*Brief*:
For the entries below, work out how many lines contain the string "center" and write only the number.
********
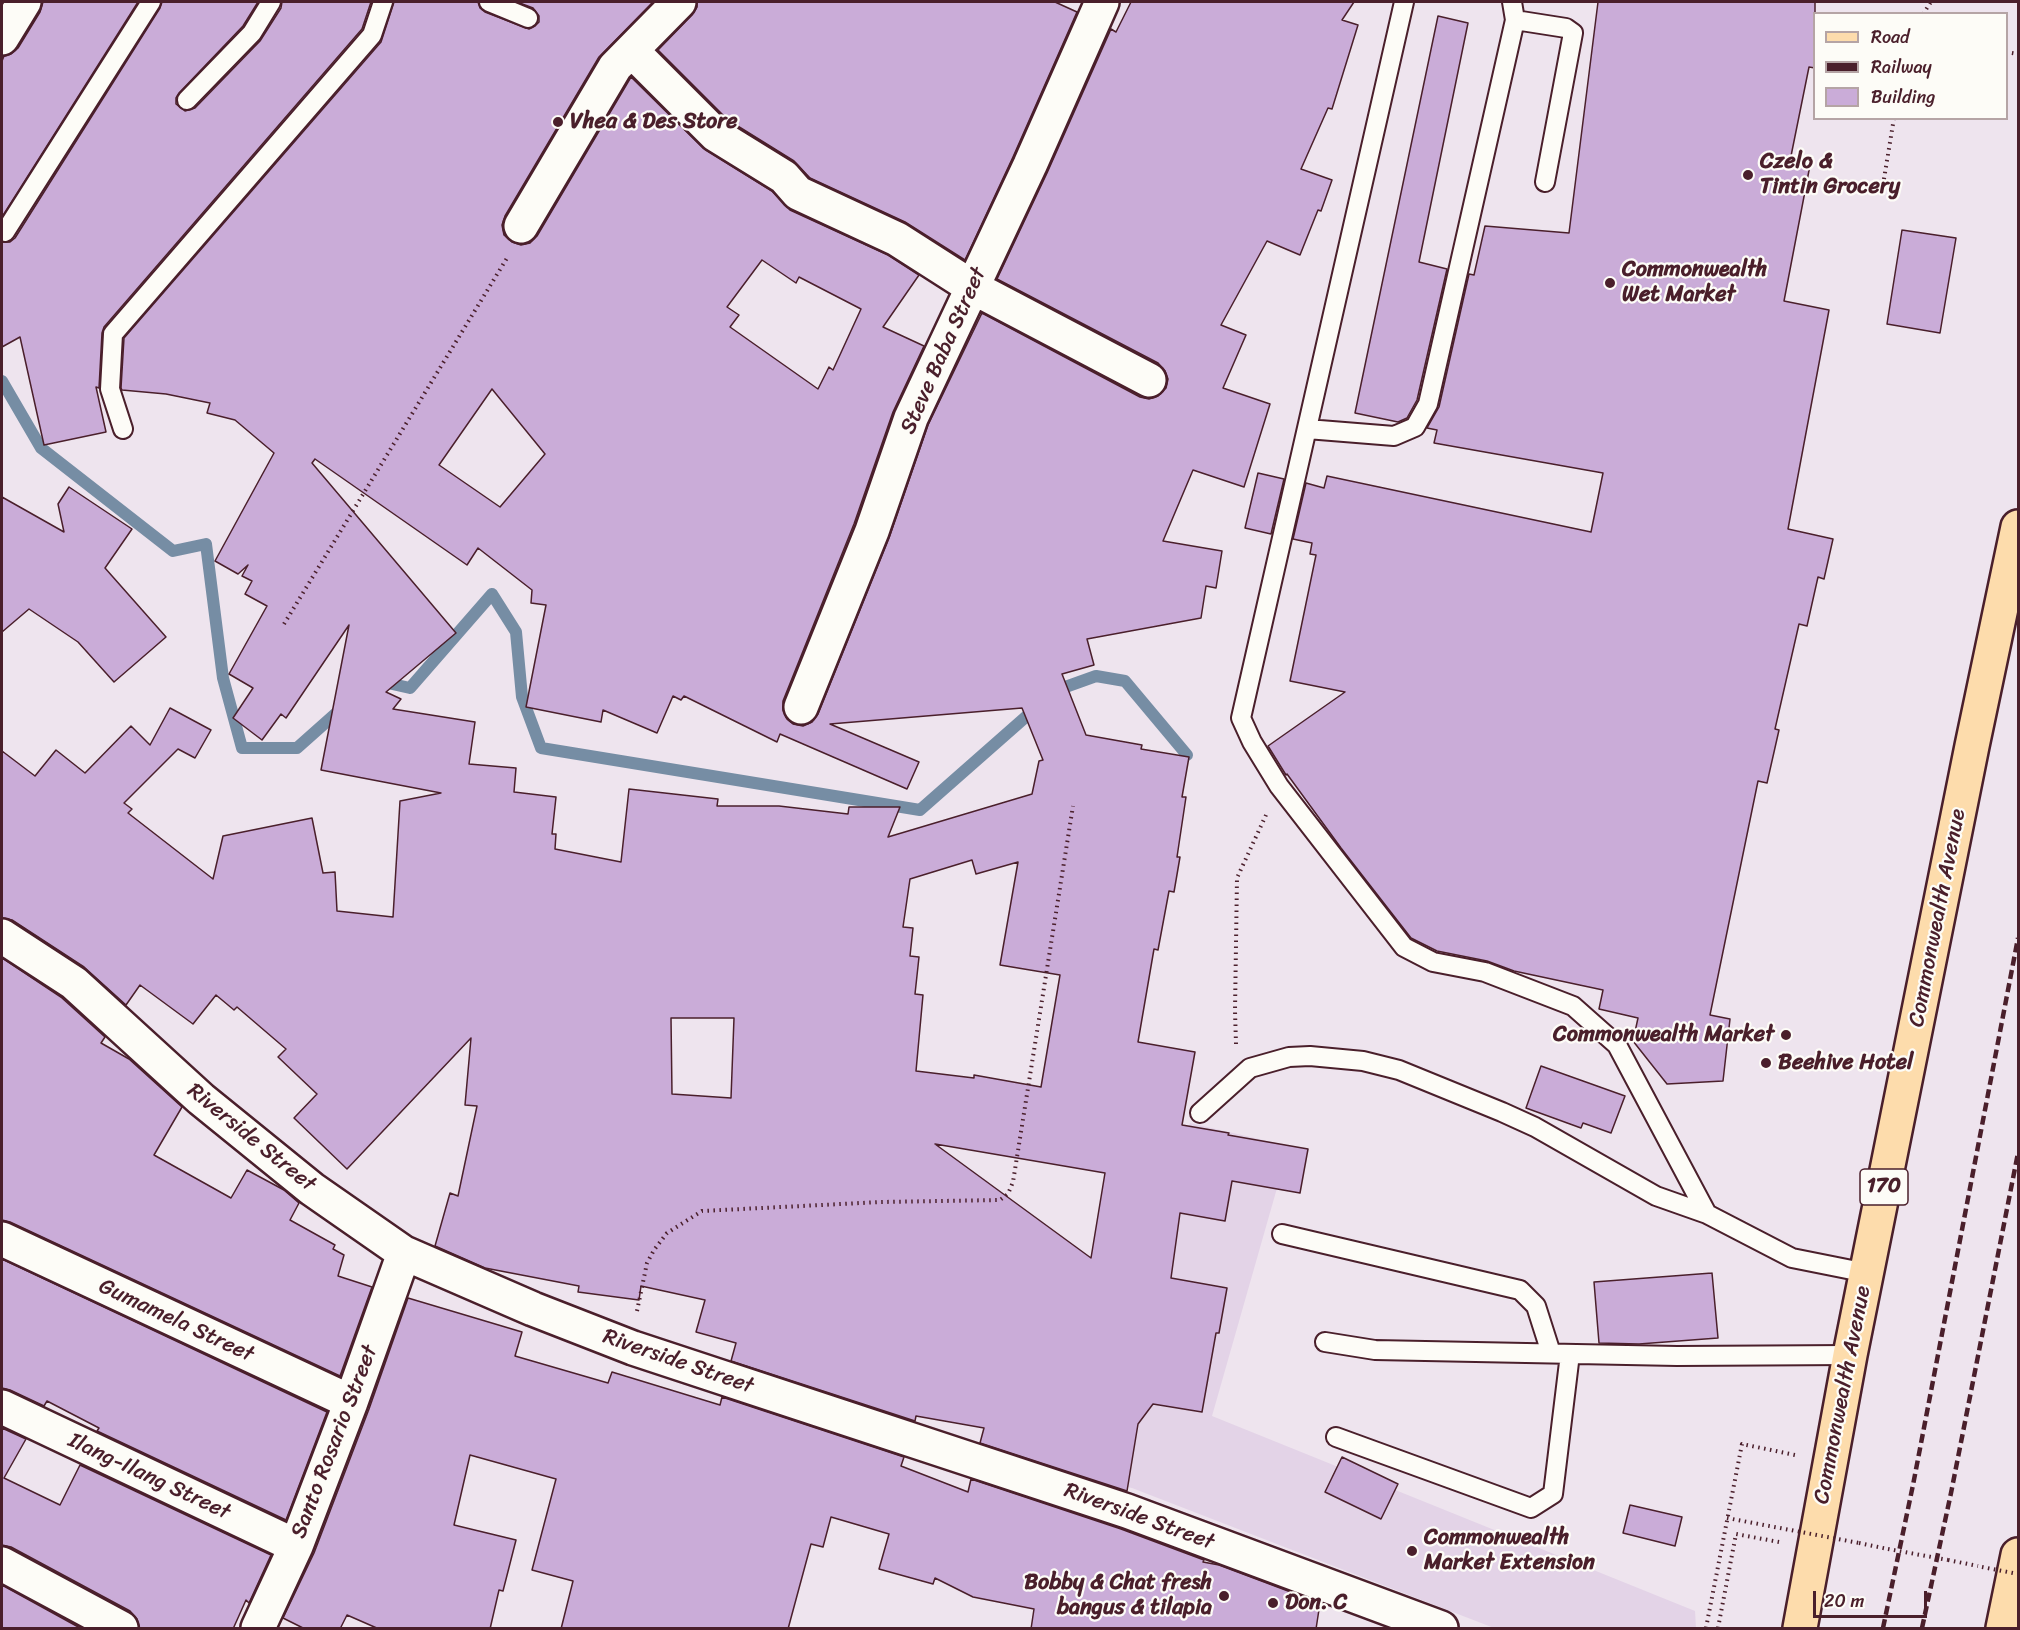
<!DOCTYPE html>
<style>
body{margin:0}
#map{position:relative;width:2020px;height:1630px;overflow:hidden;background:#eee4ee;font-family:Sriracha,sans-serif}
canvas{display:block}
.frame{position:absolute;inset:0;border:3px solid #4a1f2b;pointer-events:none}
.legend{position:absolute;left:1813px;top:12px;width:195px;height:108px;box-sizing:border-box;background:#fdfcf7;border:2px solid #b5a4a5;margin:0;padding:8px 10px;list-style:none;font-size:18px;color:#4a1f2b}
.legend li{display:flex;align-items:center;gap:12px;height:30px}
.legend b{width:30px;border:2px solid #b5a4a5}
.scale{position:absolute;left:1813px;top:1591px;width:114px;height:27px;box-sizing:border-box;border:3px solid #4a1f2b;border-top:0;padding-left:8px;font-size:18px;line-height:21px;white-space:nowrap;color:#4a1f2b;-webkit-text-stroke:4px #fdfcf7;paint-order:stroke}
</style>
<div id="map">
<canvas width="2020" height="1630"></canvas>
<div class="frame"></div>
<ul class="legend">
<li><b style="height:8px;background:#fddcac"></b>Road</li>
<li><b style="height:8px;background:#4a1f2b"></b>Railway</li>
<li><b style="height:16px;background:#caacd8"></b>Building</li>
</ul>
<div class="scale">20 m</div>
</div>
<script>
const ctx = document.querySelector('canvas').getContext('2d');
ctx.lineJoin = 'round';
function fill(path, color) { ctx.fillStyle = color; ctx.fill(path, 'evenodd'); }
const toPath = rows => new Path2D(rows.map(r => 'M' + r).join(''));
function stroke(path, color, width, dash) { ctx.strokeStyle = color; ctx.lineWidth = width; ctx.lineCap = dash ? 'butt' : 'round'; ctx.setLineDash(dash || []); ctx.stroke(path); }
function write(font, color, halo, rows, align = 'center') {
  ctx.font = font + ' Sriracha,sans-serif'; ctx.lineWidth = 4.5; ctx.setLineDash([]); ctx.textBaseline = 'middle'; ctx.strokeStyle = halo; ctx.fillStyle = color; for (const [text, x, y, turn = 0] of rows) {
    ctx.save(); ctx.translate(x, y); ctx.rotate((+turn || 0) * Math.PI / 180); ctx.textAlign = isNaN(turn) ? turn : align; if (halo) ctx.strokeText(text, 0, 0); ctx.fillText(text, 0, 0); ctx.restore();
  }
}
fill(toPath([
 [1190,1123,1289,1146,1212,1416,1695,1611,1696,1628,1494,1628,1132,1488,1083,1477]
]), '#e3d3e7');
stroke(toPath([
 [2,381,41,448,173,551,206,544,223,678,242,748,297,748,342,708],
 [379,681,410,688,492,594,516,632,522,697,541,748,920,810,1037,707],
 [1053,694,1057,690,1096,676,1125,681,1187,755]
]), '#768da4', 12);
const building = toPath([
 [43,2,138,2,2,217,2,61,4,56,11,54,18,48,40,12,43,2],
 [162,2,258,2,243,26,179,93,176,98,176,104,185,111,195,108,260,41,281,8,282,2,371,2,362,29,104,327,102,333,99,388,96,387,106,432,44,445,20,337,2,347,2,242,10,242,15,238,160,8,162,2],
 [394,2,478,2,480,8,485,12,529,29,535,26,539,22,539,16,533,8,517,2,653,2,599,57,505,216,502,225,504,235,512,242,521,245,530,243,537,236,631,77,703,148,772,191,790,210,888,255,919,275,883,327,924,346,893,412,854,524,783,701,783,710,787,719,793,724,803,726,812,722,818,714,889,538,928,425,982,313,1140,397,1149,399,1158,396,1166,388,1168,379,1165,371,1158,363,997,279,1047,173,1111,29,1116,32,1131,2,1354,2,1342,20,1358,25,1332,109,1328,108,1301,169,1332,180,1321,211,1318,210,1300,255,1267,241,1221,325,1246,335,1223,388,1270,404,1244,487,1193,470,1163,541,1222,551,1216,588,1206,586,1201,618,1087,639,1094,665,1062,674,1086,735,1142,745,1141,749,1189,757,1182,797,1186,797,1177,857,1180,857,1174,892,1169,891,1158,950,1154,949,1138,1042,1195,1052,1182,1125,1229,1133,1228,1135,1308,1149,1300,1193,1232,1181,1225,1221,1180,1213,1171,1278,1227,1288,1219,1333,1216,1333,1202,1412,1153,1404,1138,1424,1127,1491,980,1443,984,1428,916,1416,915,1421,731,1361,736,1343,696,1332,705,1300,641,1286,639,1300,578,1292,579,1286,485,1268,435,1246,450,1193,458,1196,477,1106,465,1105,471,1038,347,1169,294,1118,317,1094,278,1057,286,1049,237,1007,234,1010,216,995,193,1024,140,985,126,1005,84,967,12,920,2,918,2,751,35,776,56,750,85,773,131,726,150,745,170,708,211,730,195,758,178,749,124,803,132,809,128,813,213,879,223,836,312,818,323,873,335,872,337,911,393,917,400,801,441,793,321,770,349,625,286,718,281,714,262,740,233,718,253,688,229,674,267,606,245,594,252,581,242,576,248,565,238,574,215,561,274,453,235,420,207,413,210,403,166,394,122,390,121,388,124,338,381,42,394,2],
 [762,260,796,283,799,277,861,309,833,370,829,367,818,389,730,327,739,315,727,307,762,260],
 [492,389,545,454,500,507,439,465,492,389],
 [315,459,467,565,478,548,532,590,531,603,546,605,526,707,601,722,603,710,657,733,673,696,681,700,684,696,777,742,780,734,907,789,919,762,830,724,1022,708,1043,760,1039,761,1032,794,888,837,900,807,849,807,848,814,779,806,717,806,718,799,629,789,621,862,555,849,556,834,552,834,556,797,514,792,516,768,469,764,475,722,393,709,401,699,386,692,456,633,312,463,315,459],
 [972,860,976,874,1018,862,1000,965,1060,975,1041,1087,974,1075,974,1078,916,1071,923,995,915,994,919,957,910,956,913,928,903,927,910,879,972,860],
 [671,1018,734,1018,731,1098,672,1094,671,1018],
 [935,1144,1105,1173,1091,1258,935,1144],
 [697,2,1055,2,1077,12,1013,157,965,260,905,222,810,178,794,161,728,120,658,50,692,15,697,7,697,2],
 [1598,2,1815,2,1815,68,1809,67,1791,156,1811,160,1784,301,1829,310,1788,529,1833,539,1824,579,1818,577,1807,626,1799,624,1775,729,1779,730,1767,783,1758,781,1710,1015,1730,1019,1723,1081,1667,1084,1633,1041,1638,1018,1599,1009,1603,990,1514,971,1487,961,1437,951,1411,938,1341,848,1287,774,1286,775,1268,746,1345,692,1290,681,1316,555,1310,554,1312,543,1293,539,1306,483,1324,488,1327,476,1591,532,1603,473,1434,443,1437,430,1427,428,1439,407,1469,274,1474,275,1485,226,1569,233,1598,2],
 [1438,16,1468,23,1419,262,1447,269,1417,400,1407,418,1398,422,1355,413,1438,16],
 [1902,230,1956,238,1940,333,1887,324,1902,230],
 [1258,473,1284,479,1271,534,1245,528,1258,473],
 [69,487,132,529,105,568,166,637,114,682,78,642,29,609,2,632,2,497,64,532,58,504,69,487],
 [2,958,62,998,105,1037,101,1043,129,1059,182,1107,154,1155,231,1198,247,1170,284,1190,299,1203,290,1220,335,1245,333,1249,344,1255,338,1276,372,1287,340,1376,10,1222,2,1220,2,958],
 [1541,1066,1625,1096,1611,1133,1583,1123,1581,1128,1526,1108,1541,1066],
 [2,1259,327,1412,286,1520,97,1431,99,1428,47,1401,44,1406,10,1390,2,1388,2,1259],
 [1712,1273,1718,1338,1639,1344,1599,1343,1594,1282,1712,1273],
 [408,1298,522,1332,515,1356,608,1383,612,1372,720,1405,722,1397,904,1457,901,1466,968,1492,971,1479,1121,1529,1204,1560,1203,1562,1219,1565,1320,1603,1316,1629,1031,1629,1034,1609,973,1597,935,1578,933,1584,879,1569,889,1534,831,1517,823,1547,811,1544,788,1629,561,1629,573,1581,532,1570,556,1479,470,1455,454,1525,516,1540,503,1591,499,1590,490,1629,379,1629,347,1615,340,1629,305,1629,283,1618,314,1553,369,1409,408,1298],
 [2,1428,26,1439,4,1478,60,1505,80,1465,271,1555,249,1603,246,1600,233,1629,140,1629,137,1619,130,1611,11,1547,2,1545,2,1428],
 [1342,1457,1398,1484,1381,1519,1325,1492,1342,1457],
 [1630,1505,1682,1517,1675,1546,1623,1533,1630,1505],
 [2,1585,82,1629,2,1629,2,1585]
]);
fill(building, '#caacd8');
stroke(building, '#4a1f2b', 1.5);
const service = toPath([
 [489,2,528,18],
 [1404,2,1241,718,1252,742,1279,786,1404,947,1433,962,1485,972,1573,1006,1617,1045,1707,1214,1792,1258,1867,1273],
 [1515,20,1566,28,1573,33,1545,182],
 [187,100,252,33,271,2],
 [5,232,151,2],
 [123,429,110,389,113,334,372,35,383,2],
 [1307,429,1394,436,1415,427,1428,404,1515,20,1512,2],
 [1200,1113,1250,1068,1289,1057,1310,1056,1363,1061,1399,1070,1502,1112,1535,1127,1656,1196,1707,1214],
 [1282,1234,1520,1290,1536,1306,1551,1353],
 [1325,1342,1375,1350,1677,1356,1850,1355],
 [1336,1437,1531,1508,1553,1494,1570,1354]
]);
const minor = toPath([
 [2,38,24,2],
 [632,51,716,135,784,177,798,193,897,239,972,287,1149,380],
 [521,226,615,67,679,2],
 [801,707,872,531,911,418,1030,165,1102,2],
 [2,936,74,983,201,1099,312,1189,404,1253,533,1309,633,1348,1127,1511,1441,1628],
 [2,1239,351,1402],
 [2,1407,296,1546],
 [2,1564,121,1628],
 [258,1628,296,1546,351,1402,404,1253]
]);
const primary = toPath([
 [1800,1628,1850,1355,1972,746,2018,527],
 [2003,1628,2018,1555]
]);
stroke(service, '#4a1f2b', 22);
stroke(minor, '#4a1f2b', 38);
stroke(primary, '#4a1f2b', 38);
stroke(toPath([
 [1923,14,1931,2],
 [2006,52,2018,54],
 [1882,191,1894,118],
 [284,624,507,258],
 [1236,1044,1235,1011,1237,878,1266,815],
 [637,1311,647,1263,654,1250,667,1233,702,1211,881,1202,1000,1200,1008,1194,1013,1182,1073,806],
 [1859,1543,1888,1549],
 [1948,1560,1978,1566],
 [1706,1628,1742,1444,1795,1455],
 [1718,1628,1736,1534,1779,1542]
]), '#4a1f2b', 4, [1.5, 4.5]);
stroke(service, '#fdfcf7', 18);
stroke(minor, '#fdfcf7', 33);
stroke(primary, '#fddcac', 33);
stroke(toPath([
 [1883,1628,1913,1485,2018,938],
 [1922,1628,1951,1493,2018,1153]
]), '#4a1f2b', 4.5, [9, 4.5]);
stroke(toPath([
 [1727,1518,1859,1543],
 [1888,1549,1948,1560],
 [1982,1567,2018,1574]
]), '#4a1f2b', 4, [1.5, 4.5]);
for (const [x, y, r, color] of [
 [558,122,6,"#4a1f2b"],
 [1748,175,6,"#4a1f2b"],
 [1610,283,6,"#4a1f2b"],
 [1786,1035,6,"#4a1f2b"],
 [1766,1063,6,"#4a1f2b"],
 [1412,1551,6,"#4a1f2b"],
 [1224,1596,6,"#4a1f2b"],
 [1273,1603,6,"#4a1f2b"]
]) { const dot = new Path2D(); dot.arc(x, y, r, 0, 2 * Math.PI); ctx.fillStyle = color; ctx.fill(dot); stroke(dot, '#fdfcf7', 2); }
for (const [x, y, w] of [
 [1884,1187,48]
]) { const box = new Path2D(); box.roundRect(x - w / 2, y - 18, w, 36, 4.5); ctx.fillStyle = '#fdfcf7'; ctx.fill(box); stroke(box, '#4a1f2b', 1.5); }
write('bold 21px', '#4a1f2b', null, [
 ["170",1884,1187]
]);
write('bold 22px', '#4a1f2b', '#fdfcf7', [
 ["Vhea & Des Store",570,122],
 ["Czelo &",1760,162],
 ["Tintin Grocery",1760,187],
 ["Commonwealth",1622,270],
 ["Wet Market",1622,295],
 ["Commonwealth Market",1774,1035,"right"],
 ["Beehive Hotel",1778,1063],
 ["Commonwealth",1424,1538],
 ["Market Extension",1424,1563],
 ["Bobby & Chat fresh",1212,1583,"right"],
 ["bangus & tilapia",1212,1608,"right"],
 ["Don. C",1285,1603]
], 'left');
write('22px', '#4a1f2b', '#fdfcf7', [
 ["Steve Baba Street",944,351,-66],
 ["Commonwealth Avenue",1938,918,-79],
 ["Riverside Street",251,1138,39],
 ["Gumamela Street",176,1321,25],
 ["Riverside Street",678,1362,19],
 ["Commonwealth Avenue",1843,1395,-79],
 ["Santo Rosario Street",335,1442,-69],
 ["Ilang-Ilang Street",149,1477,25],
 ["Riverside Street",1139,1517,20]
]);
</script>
********
*Problem solution*:
2